Hello, I am new to this forum.. I'm from Belgium and I drive a 2000 TT Mk1. I used to own a 2001 TT Roadster but I had to sell it because of the many problems I had with it, but this time I got me a good TT! I am also planning on doing something about the performance and handling of the car as I often go playing on the Nürburgring in Germany. So I hope to get some good ideas and tips from you guys!

*Owned mods*: H&R springs, Remus cat-back exhaust, 3.2 V6 rear valance, black grill, wheel spacers togheter with adaptors to 5 x 130, 19" Porsche Turbo rims.

*Future mods*: Cross drilled brakes front and rear from Zimmerman (allready ordered), Miltek exhaust (full exhaust), Bilstein or KW-suspension,....


----------



## t-ting (Dec 23, 2008)

Hi mate - those alloys suit the car so well!


----------



## TurboTom (Apr 1, 2009)

t-ting said:


> Hi mate - those alloys suit the car so well!

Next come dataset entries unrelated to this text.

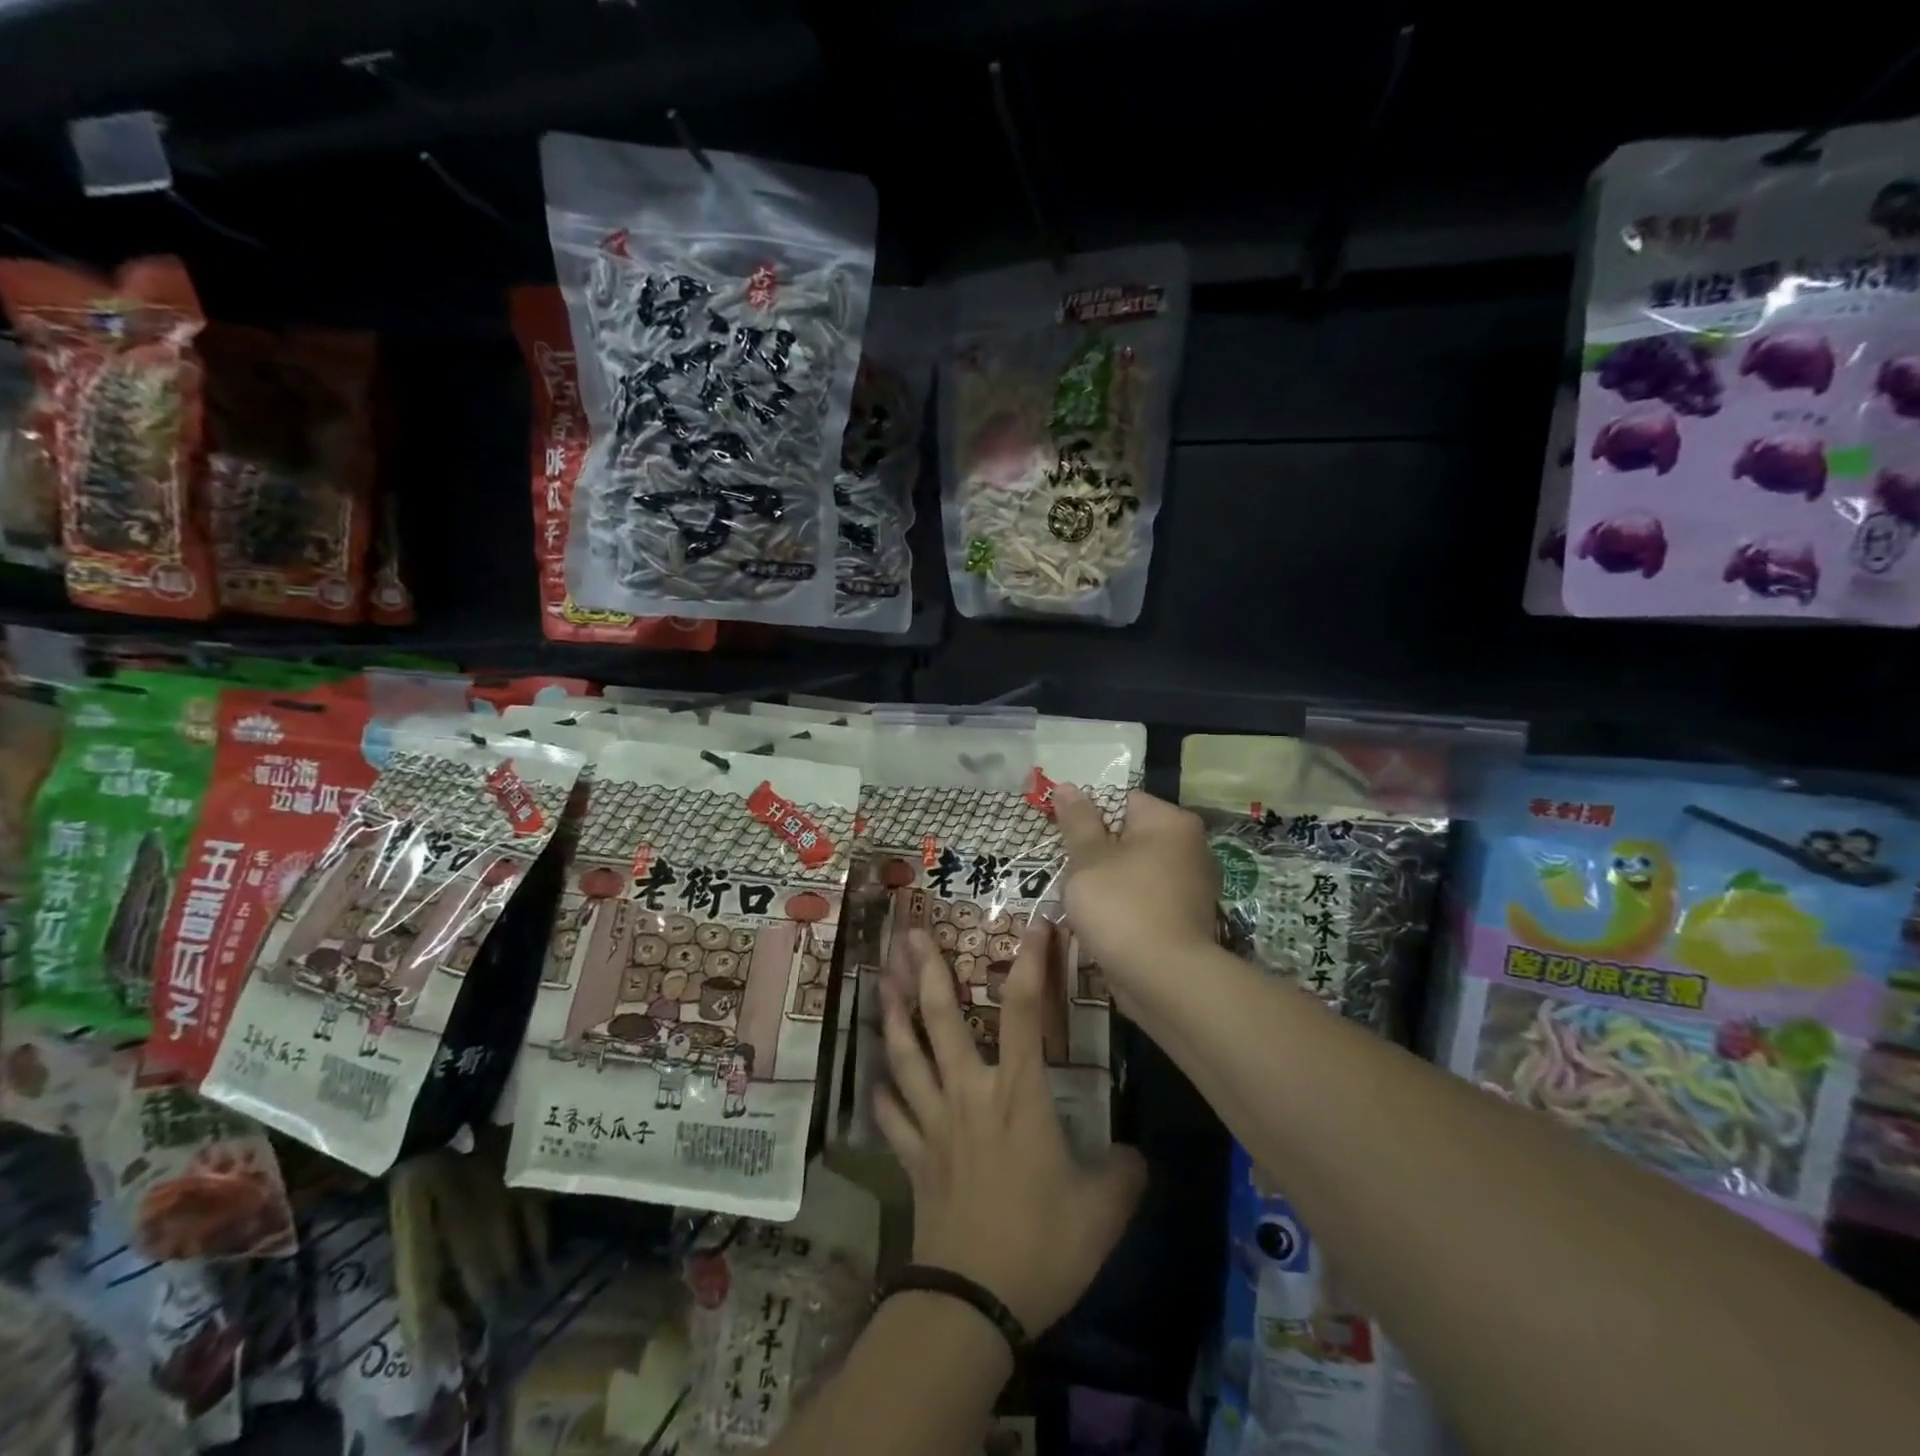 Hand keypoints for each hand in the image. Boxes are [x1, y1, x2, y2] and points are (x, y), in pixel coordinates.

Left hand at [873, 923, 1145, 1334]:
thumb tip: (1134, 1156)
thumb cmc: (1041, 1246)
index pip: (1025, 1012)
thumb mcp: (1102, 1212)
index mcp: (1018, 1095)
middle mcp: (970, 1093)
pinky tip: (877, 1077)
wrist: (972, 1303)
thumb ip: (1123, 1174)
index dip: (1031, 964)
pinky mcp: (913, 1156)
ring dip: (894, 1015)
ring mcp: (934, 1123)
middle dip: (926, 972)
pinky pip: (893, 1115)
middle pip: (941, 1019)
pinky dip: (883, 1091)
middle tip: (910, 934)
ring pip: (906, 1055)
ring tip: (883, 980)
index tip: (1036, 925)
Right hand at [1054, 785, 1219, 994]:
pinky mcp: (1186, 919)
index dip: (1087, 818)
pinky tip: (1103, 926)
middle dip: (1095, 855)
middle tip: (1070, 875)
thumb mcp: (1088, 859)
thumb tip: (1066, 786)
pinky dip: (1124, 908)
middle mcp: (1189, 847)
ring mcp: (1191, 885)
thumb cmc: (1122, 907)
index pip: (1121, 801)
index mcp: (1170, 822)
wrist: (1166, 981)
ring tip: (1082, 904)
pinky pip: (1145, 900)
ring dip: (1106, 884)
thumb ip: (1077, 821)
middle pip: (1128, 836)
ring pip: (1133, 871)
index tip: (1064, 841)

Thanks, I think so too. I was planning on getting the BBS LM's in 19" but I couldn't find them for a normal price and then I found these.. As it's no longer a rim you don't see that much on a TT I decided to buy these. I still haven't regret the choice!


----------



## malstt (Apr 18, 2007)

Welcome to the forum, car looks sweet. 8)


----------



## jammyd (Oct 11, 2008)

Hello and welcome to the forum


----------



## T3RBO (Dec 9, 2003)

Welcome to the forum


----------



## Wallsendmag (Feb 12, 2004)

Welcome to the forum


----------